In her TED talk titled Why Some Students Fail and Other Students Succeed, teacher turned psychologist Angela Lee Duckworth reveals the one factor that determines whether a student will succeed or fail. She suggests that, in general, IQ has been the easiest factor to measure to predict success. And while other factors such as social intelligence, good looks, socio-economic status, physical health and talent are also considered in predicting success, her conclusion from the research suggests that the one factor that stands out more than any other factor is what we call “grit.” But what is grit?

Duckworth and her colleagues define grit as “perseverance and passion for long-term goals.” As she says, grit is a marathon not a sprint. Words like perseverance, effort, and resilience are often associated with grit. It describes an individual who will doggedly overcome obstacles and challenges while working toward the achievement of a goal. And grit predicts success independent of other factors such as IQ, talent, gender and socio-economic factors.

In her talk, Duckworth puts grit up against “social intelligence.” Now there are massive amounts of research that would strongly suggest the importance of a quality called “emotional intelligence” in success, but she seems to suggest that grit is a more robust predictor of success.

I (kind of) disagree. And here is why:

I would suggest that “grit” is actually a sub-factor of emotional intelligence, not an independent factor. Please note that in her talk, Duckworth contrasts grit to “social intelligence.” But social intelligence is only one aspect of emotional intelligence. Psychologist Daniel Goleman distills emotional intelligence into four categories: Other-awareness, Other-management, Self-awareness, and Self-management. Arguably, social intelligence includes Goleman’s first two factors—Other-awareness and Other-management. I would argue that grit is embodied in the latter two of Goleman’s factors: Self-awareness and Self-management. So, in essence, grit is a crucial part of emotional intelligence, not something separate.

In my model, I break EI down into thirds (or sixths): Power, Knowing (or Mindfulness) and Heart (and any of the three possible blends of these). In my model, grit finds itself in the space that can be described as a dynamic balance of Power together with Knowing. In the case of someone with grit, we would have an individual with a clear and realistic vision (Knowing) with the guts and determination (aka grit) to persevere and push them to achieve and accomplish their vision (Power) and back again to Knowing—course correcting along the way as necessary.

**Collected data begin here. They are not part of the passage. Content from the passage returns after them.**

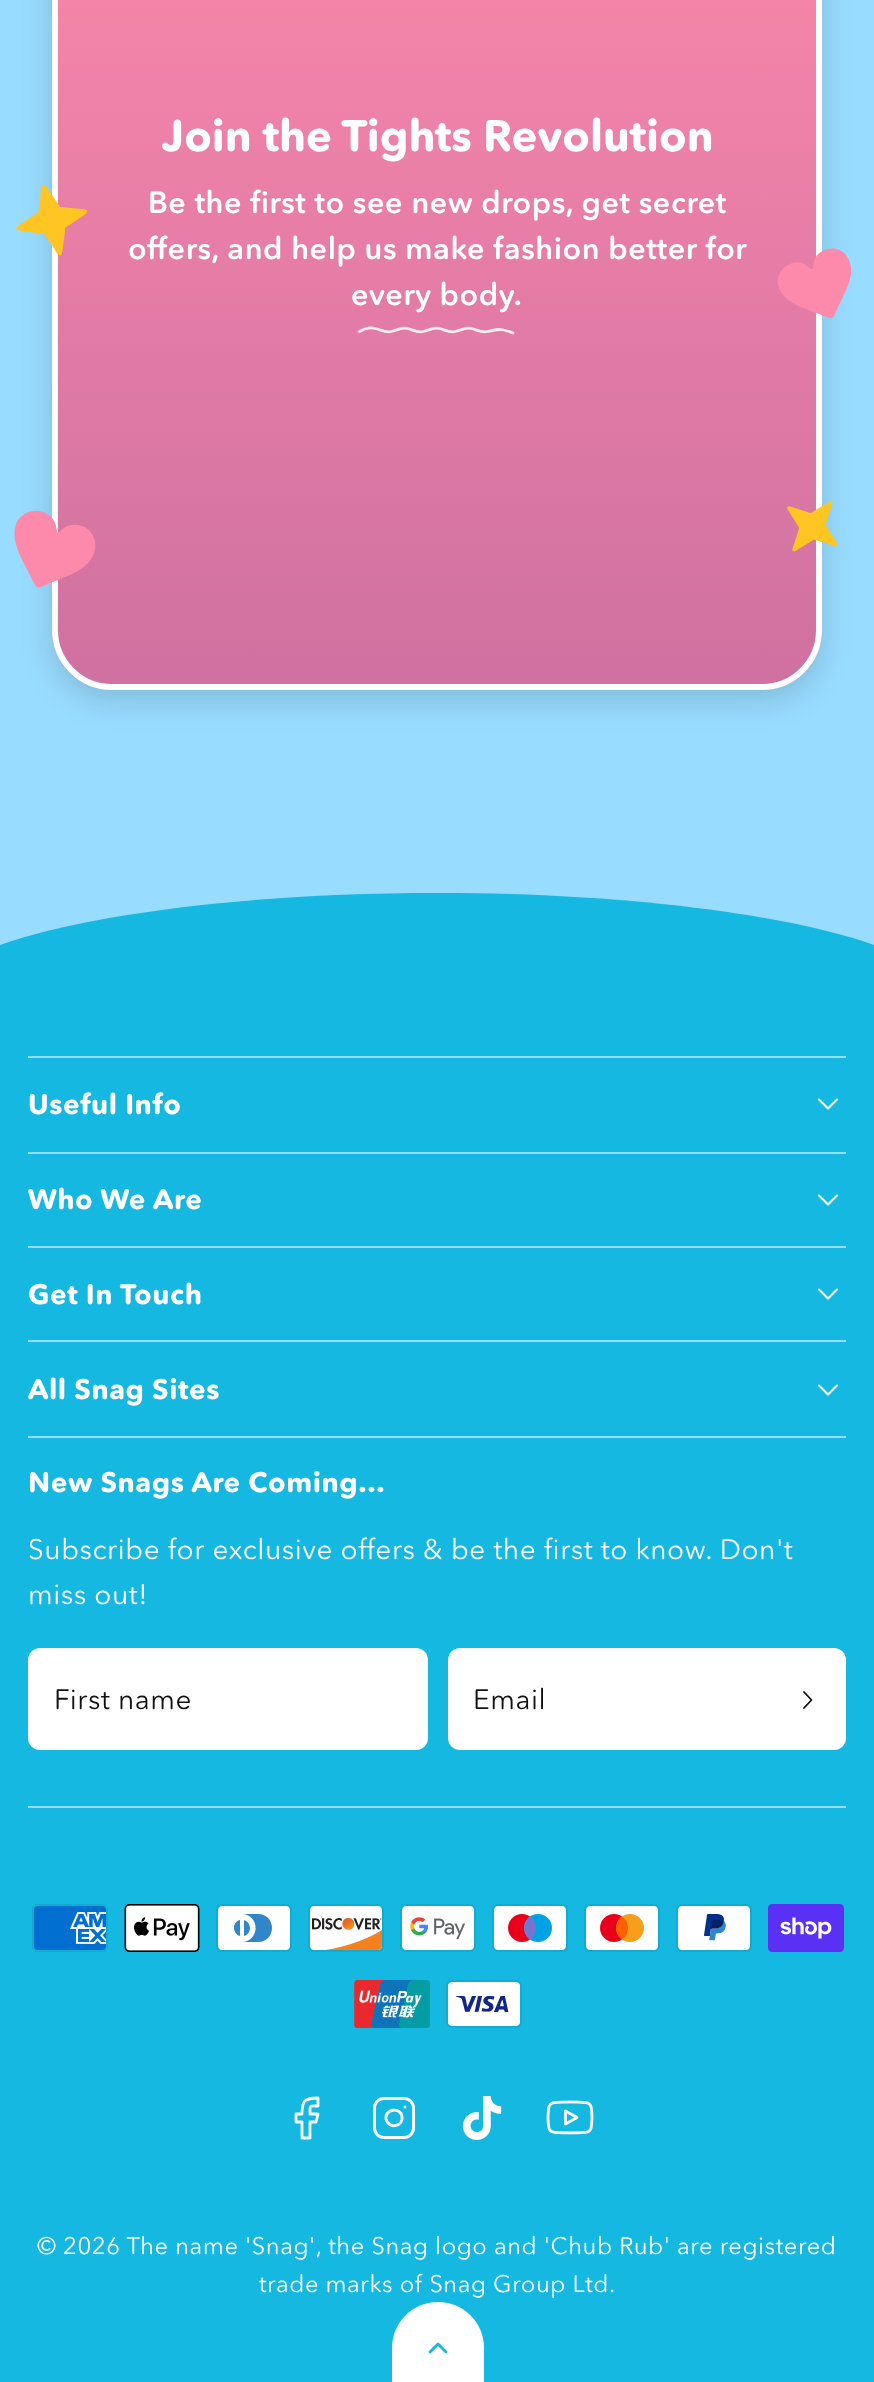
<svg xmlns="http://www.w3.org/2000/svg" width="874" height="2382">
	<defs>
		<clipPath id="clip1"><rect x="52" y="-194" width="770" height="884" rx="60" /></clipPath>
		<linearGradient id="g1" gradientUnits="userSpaceOnUse" x1="437" y1="-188" x2="437" y2="684"><stop offset="0" stop-color="#FE8AAB" /><stop offset="1" stop-color="#CF71A1" /></linearGradient>
	</defs>
	<rect width="100%" height="100%" fill="#98DCFF" />
	<rect x="52" y="-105" width="770" height="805" rx="60" fill="#000000" fill-opacity="0.15" filter="blur(15px)" />
	<g clip-path="url(#clip1)">
		<rect x="52" y="0" width="770" height="684" fill="url(#g1)" />
	</g>
	<rect x="55" y="-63" width="764" height="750" rx="57" fill="none" stroke="#FFFFFF" stroke-width="6" />
	<path d="M41 186L42 185C45 183 49 191 50 192L60 207L82 209C89 210 89 211 83 216L65 228V233C64 236 63 254 61 255C58 257 55 250 54 248L44 234L22 231C15 230 14 229 21 224L31 217C40 211 38 214 40 203Z" fill="#FFC522" />
	<text x="161" y="151" font-family="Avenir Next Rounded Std" font-size="43.75" font-weight="700" fill="#FFFFFF">Join the Tights Revolution</text>
	<g font-family="Avenir Next Rounded Std" font-size="30.6" font-weight="600" letter-spacing="0.55" fill="#FFFFFF">
		<text x="148" y="213">Be the first to see new drops, get secret</text>
		<text x="128" y="259">offers, and help us make fashion better for</text>
		<text x="351" y="305">every body.</text>
	</g>
	<path d="M359.5 331.5C364.5 328.5 370 327 375.5 328.5C381 330 386 333 391.5 331.5C397 330 402 327 407.5 328.5C413 330 418 333 423.5 331.5C429 330 434 327 439.5 328.5C445 330 450 333 455.5 331.5C461 330 466 327 471.5 328.5C477 330 482 333 487.5 331.5C493 330 498 328.5 503.5 330C507 331 510 331.5 513 333" fill="none" stroke="#FBEBF2" stroke-width="2.8" stroke-linecap="round" stroke-linejoin="round" />
	<path d="M825 250C834 246 845 250 849 260C856 277 844 293 834 316C833 318 831 318 829 318C806 308 786 305 779 288C775 279 780 268 790 264C798 260 804 263 811 269C812 269 813 269 813 268C814 259 816 253 825 250Z" fill="#FE8AAB" />
	<path d="M82 526C93 530 98 542 94 553C88 571 66 576 41 587C39 588 36 587 35 585C23 560 10 543 16 524C20 514 32 508 43 512C52 515 56 521 57 532C57 533 58 533 59 532C66 525 73 523 82 526Z" fill="#FE8AAB" />
	<image x="787" y="501" width="51" height="51" href="assets/img1.png" />
	<path d="M874 978V945C786 914 623 893 437 893C251 893 88 914 0 945V978Z" fill="#14B8E1" />
	<rect x="0" y="978" width="874" height="1404" fill="#14B8E1" />
	<rect x="28" y="1056" width="818" height="2" fill="#98DCFF" />
	<text x="28" y="1114" font-family="Avenir Next Rounded Std" font-size="28" font-weight="700" letter-spacing="0.55" fill="#FFFFFF">Useful Info</text>
	<path d="M819 1099.5L828 1108.5L837 1099.5" fill="none" stroke="#FFFFFF" stroke-width="2.1" stroke-linecap="round" stroke-linejoin="round" />
	<rect x="28" y="1152" width="818" height="2" fill="#98DCFF" />
	<text x="28" y="1209" font-family="Avenir Next Rounded Std" font-size="28" font-weight="700" letter-spacing="0.55" fill="#FFFFFF">Who We Are</text>
	<path d="M819 1195.5L828 1204.5L837 1195.5" fill="none" stroke="#FFFFFF" stroke-width="2.1" stroke-linecap="round" stroke-linejoin="round" />
	<rect x="28" y="1246" width="818" height="2" fill="#98DCFF" />
	<text x="28" y="1304" font-family="Avenir Next Rounded Std" font-size="28" font-weight="700" letter-spacing="0.55" fill="#FFFFFF">Get In Touch</text>
	<path d="M819 1289.5L828 1298.5L837 1289.5" fill="none" stroke="#FFFFFF" stroke-width="2.1" stroke-linecap="round" stroke-linejoin="round" />
	<rect x="28" y="1340" width="818" height="2" fill="#98DCFF" />
	<text x="28" y="1399" font-family="Avenir Next Rounded Std" font-size="28" font-weight="700" letter-spacing="0.55" fill="#FFFFFF">All Snag Sites</text>
	<path d="M819 1385.5L828 1394.5L837 1385.5" fill="none" stroke="#FFFFFF" stroke-width="2.1" stroke-linecap="round" stroke-linejoin="round" />
	<rect x="28" y="1436" width="818" height="2" fill="#98DCFF" />
	<text x="28" y="1492" font-family="Avenir Next Rounded Std" font-size="28" font-weight="700" letter-spacing="0.55" fill="#FFFFFF">New Snags Are Coming...</text>
	<g font-family="Avenir Next Rounded Std" font-size="28" letter-spacing="0.55" fill="#FFFFFF">
		<text x="28" y="1559">Subscribe for exclusive offers &amp; be the first to know. Don't</text>
		<text x="28" y="1604">miss out!</text>
	</g>
	<rect x="28" y="1648" width="400" height="102" rx="12" fill="#FFFFFF" />
	<text x="54" y="1709" font-family="Avenir Next Rounded Std" font-size="28" letter-spacing="0.55" fill="#111111">First name</text>
	<rect x="448" y="1648" width="398" height="102" rx="12" fill="#FFFFFF" />
	<text x="473" y="1709" font-family="Avenir Next Rounded Std" font-size="28" letter-spacing="0.55" fill="#111111">Email</text>
	<path d="M804 1708L811.5 1700L804 1692" fill="none" stroke="#111111" stroke-width="1.8" stroke-linecap="round" stroke-linejoin="round" />
	<rect x="28" y="1806" width="818" height="2" fill="#98DCFF" />
	<image x="32" y="1904" width="76" height="48" href="assets/img2.png" />
	<image x="124" y="1904" width="76" height="48" href="assets/img3.png" />
	<image x="216" y="1904" width="76" height="48" href="assets/img4.png" />
	<image x="308" y="1904" width="76" height="48" href="assets/img5.png" />
	<image x="400" y="1904" width="76" height="48" href="assets/img6.png" />
	<image x="492" y="1904" width="76" height="48" href="assets/img7.png" />
	<image x="584" y="1904" width="76" height="48" href="assets/img8.png" />
	<image x="676" y="1904" width="76" height="48" href="assets/img9.png" />
	<image x="768" y="1904" width="76" height="48" href="assets/img10.png" />
	<image x="354" y="1980" width="76" height="48" href="assets/img11.png" />
	<image x="446" y="1980" width="76" height="48" href="assets/img12.png" />
	<path d="M318 2098C304.5 2098 302 2100.5 302 2114H296V2122H302V2138H310V2122H316L318 2114H310C310 2105 309 2106 318 2106Z" fill="none" stroke="#FFFFFF" stroke-width="2.8" stroke-linecap="round" stroke-linejoin="round" />
	<rect x="374.5" y="2098.5" width="39" height="39" rx="9.5" fill="none" stroke="#FFFFFF" stroke-width="3" />
	<path d="M402 2116.5C403.5 2127 388 2129.5 386 2119C384.5 2109 400.5 2106.5 402 2116.5ZM405 2107H405" fill="none" stroke="#FFFFFF" stroke-width="2.8" stroke-linecap="round" stroke-linejoin="round" />
	<image x="462" y="2096" width="40" height="44" href="assets/img13.png" />
	<image x="546" y="2100" width="48" height="35" href="assets/img14.png" />
	<g font-family="Avenir Next Rounded Std" font-size="23.8" letter-spacing="0.55" fill="#FFFFFF">
		<text x="37" y="2254">© 2026 The name 'Snag', the Snag logo and 'Chub Rub' are registered</text>
		<text x="259" y="2292">trade marks of Snag Group Ltd.</text>
	</g>
	<path d="M438 2302C463.5 2302 484 2322.5 484 2348V2382H392V2348C392 2322.5 412.5 2302 438 2302Z" fill="#FFFFFF" />
	<path d="M446 2352L438 2344L430 2352" fill="none" stroke="#14B8E1" stroke-width="2.8" stroke-linecap="round" stroke-linejoin="round" />
</svg>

Duckworth suggests that anyone can learn to be “gritty.” To the degree that this is true, we all can learn to be more emotionally intelligent. And to that degree, we will more likely be successful in what we want to accomplish whether we are juniors in high school or the SVP of a Fortune 500 corporation.

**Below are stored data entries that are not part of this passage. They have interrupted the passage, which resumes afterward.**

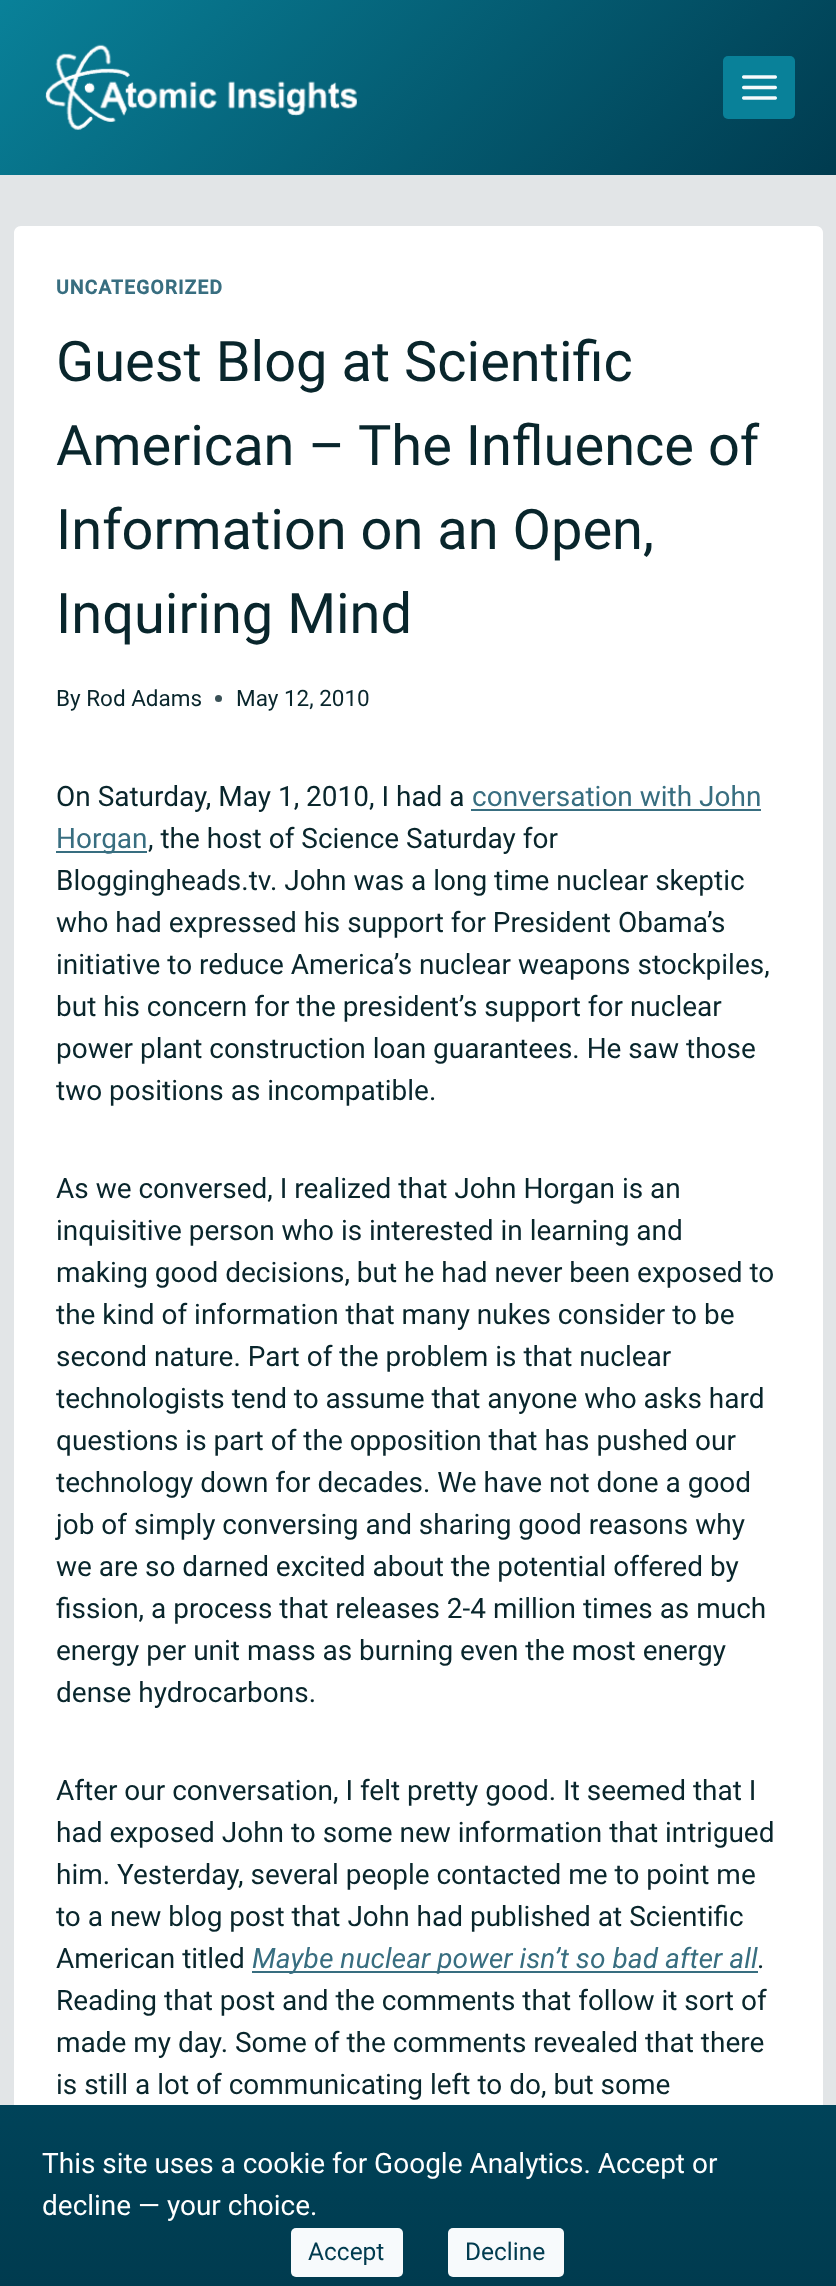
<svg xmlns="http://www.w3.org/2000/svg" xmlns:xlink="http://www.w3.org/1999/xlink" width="836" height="2286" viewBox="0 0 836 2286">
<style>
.cls-1{font:bold 19.5px Roboto;letter-spacing:1px;fill:#386e80}
.cls-2{font:56px Roboto;fill:#09262c}
.cls-3{font:22.5px Roboto;fill:#09262c}
.cls-4{font:28px Roboto;fill:#09262c}
.cls-5{font:28px Roboto;fill:#386e80}
.cls-6{font:italic 28px Roboto;fill:#386e80}
.cls-7{font:28px Roboto;fill:#ffffff}
.cls-8{font:24.5px Roboto;fill:#003b4f}
</style>
<defs>
<linearGradient id="g1" gradientUnits="userSpaceOnUse" x1="165" y1="-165" x2="671" y2="340"><stop offset="0" stop-color="#098199"/><stop offset="1" stop-color="#003b4f"/></linearGradient>
<linearGradient id="g2" gradientUnits="userSpaceOnUse" x1="418" y1="2105" x2="418" y2="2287"><stop offset="0" stop-color="#004359"/><stop offset="1" stop-color="#003b4f"/></linearGradient>
</defs>
<rect width="100%" height="100%" fill="#e2e5e7"/>
<rect fill="url(#g1)" x="0" y="0" width="836" height="175"/>
<image xlink:href="image0.png" x="45" y="44" width="312" height="86"/>
<rect fill="#098199" x="723" y="56" width="72" height="63" rx="5"/>
<image xlink:href="image1.png" x="742" y="75" width="35" height="25"/>
<path fill="#ffffff" d="M21 226H816C820 226 823 229 823 233V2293H14V233C14 229 17 226 21 226Z"/>
<circle fill="#3a5156" cx="218.5" cy="698.5" r="3.5"/>
<rect fill="#386e80" x="471" y="809" width="290" height="2"/>
<rect fill="#386e80" x="56" y="851" width="91" height="2"/>
<rect fill="#386e80" x="252" y="1971" width="506" height="2"/>
<rect fill="url(#g2)" x="0" y="2105" width="836" height="181"/>
<rect fill="#f7fafc" x="291" y="2228" width="112" height="49" rx="5"/>
<rect fill="#f7fafc" x="448" y="2228" width="116" height="49" rx="5"/>
<text class="cls-1" x="56" y="294">UNCATEGORIZED</text>
<text class="cls-2"><tspan x="56" y="381">Guest Blog at Scientific</tspan><tspan x="56" y="465">American – The Influence of</tspan><tspan x="56" y="549">Information on an Open,</tspan><tspan x="56" y="633">Inquiring Mind</tspan></text>
<text class="cls-3" x="56" y="706">By Rod Adams</text>
<text class="cls-3" x="236" y="706">May 12, 2010</text>
<text class="cls-4" x="56" y="806">On Saturday, May 1, 2010, I had a</text>
<text class="cls-5" x="472" y="806">conversation with John</text>
<text class="cls-5" x="56" y="848">Horgan</text>
<text class="cls-4" x="148" y="848">, the host of Science Saturday for</text>
<text class="cls-4"><tspan x="56" y="890">Bloggingheads.tv. John was a long time nuclear skeptic</tspan><tspan x="56" y="932">who had expressed his support for President Obama’s</tspan><tspan x="56" y="974">initiative to reduce America’s nuclear weapons stockpiles,</tspan><tspan x="56" y="1016">but his concern for the president’s support for nuclear</tspan><tspan x="56" y="1058">power plant construction loan guarantees. He saw those</tspan><tspan x="56" y="1100">two positions as incompatible.</tspan></text>
<text class="cls-4"><tspan x="56" y="1198">As we conversed, I realized that John Horgan is an</tspan><tspan x="56" y="1240">inquisitive person who is interested in learning and</tspan><tspan x="56" y="1282">making good decisions, but he had never been exposed to</tspan><tspan x="56" y="1324">the kind of information that many nukes consider to be</tspan><tspan x="56" y="1366">second nature. Part of the problem is that nuclear</tspan><tspan x="56" y="1408">technologists tend to assume that anyone who asks hard</tspan><tspan x="56" y="1450">questions is part of the opposition that has pushed our</tspan><tspan x="56" y="1492">technology down for decades. We have not done a good</tspan><tspan x="56" y="1534">job of simply conversing and sharing good reasons why</tspan><tspan x="56" y="1576">we are so darned excited about the potential offered by</tspan><tspan x="56" y="1618">fission, a process that releases 2-4 million times as much</tspan><tspan x="56" y="1660">energy per unit mass as burning even the most energy</tspan><tspan x="56" y="1702">dense hydrocarbons.</tspan></text>
<text class="cls-4"><tspan x="56" y="1800">After our conversation, I felt pretty good. It seemed that I</tspan><tspan x="56" y="1842">had exposed John to some new information that intrigued</tspan><tspan x="56" y="1884">him. Yesterday, several people contacted me to point me</tspan><tspan x="56" y="1926">to a new blog post that John had published at Scientific</tspan><tspan x="56" y="1968">American titled</tspan></text>
<text class="cls-6" x="252" y="1968">Maybe nuclear power isn’t so bad after all</text>
<text class="cls-4" x="757" y="1968">.</text>
<text class="cls-4"><tspan x="56" y="2010">Reading that post and the comments that follow it sort of</tspan><tspan x="56" y="2052">made my day. Some of the comments revealed that there</tspan><tspan x="56" y="2094">is still a lot of communicating left to do, but some</tspan></text>
<text class="cls-7"><tspan x="42" y="2173">This site uses a cookie for Google Analytics. Accept or</tspan><tspan x="42" y="2215">decline — your choice.</tspan></text>
<text class="cls-8" x="308" y="2260">Accept</text>
<text class="cls-8" x="465" y="2260">Decline</text>
</svg>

It seems that people can become successful apparently without as much in the social-awareness space, However, I would question whether anyone can remain successful over the long term if they are unable to get along with people and utilize skills like empathy, listening, collaboration and compromise. I would argue that grit will get you to the top, but finding the dynamic balance of Power, Knowing—along with the third dimension (Heart) will keep you there.